--- START ---

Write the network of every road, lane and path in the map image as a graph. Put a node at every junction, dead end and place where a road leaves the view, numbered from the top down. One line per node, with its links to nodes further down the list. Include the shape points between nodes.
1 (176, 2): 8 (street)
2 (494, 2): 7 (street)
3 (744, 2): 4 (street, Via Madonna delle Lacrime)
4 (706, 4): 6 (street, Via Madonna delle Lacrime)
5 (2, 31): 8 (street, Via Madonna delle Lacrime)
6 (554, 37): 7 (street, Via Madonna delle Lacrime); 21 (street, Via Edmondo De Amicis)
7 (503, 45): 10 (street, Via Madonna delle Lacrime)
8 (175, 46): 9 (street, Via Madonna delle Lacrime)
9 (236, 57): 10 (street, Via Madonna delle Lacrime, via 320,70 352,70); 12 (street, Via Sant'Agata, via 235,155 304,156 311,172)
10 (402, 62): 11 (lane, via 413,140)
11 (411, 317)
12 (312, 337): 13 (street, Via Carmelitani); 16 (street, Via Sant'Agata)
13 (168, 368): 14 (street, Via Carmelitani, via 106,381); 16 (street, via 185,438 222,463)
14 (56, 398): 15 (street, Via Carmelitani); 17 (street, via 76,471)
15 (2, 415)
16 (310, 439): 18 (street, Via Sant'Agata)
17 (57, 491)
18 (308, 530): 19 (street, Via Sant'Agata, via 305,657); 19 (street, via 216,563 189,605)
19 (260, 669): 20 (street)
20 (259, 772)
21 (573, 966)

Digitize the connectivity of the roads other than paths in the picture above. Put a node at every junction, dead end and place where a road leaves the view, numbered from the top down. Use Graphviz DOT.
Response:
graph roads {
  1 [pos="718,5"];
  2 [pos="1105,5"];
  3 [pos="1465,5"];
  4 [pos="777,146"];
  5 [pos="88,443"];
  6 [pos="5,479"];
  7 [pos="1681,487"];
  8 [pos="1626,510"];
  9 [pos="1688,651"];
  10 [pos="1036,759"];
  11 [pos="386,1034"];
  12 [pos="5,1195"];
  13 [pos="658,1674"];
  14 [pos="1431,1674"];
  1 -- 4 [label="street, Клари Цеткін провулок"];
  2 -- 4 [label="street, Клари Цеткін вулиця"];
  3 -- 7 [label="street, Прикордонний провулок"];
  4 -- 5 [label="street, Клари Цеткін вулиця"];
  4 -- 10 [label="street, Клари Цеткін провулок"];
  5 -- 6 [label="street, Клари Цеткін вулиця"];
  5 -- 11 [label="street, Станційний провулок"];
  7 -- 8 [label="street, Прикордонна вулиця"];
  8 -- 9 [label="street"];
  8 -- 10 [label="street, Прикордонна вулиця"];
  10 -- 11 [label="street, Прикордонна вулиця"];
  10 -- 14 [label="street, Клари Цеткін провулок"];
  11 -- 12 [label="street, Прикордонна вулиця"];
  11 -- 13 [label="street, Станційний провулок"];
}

--- END ---

TRY IT ▸
The listing above should be returned in full, exactly as shown.

EXPECTED OUTPUT ▸
Write the network of every road, lane and path in the map image as a graph. Put a node at every junction, dead end and place where a road leaves the view, numbered from the top down. One line per node, with its links to nodes further down the list. Include the shape points between nodes.
1 (176, 2): 8 (street)
2 (494, 2): 7 (street)
3 (744, 2): 4 (street, Via Madonna delle Lacrime)
4 (706, 4): 6 (street, Via Madonna delle Lacrime)
5 (2, 31): 8 (street, Via Madonna delle Lacrime)
6 (554, 37): 7 (street, Via Madonna delle Lacrime); 21 (street, Via Edmondo De Amicis)
7 (503, 45): 10 (street, Via Madonna delle Lacrime)
8 (175, 46): 9 (street, Via Madonna delle Lacrime)
9 (236, 57): 10 (street, Via Madonna delle Lacrime, via 320,70 352,70); 12 (street, Via Sant'Agata, via 235,155 304,156 311,172)
10 (402, 62): 11 (lane, via 413,140)
11 (411, 317)
12 (312, 337): 13 (street, Via Carmelitani); 16 (street, Via Sant'Agata)
13 (168, 368): 14 (street, Via Carmelitani, via 106,381); 16 (street, via 185,438 222,463)
14 (56, 398): 15 (street, Via Carmelitani); 17 (street, via 76,471)
15 (2, 415)
16 (310, 439): 18 (street, Via Sant'Agata)
17 (57, 491)
18 (308, 530): 19 (street, Via Sant'Agata, via 305,657); 19 (street, via 216,563 189,605)
19 (260, 669): 20 (street)
20 (259, 772)
21 (573, 966)

Digitize the connectivity of the roads other than paths in the picture above. Put a node at every junction, dead end and place where a road leaves the view, numbered from the top down. Use Graphviz DOT.
Response:
graph roads {
  1 [pos="718,5"];
  2 [pos="1105,5"];
  3 [pos="1465,5"];
  4 [pos="777,146"];
  5 [pos="88,443"];
  6 [pos="5,479"];
  7 [pos="1681,487"];
  8 [pos="1626,510"];
  9 [pos="1688,651"];
  10 [pos="1036,759"];
  11 [pos="386,1034"];
  12 [pos="5,1195"];
  13 [pos="658,1674"];
  14 [pos="1431,1674"];
  1 -- 4 [label="street, Клари Цеткін провулок"];
  2 -- 4 [label="street, Клари Цеткін вулиця"];
  3 -- 7 [label="street, Прикордонний провулок"];
  4 -- 5 [label="street, Клари Цеткін вулиця"];
  4 -- 10 [label="street, Клари Цеткін провулок"];
  5 -- 6 [label="street, Клари Цеткін вулиця"];
  5 -- 11 [label="street, Станційний провулок"];
  7 -- 8 [label="street, Прикордонна вулиця"];
  8 -- 9 [label="street"];
  8 -- 10 [label="street, Прикордонна вулиця"];
  10 -- 11 [label="street, Прикордонна вулиця"];
  10 -- 14 [label="street, Клари Цеткін провулок"];
  11 -- 12 [label="street, Прикордонна вулиця"];
  11 -- 13 [label="street, Станційний провулок"];
}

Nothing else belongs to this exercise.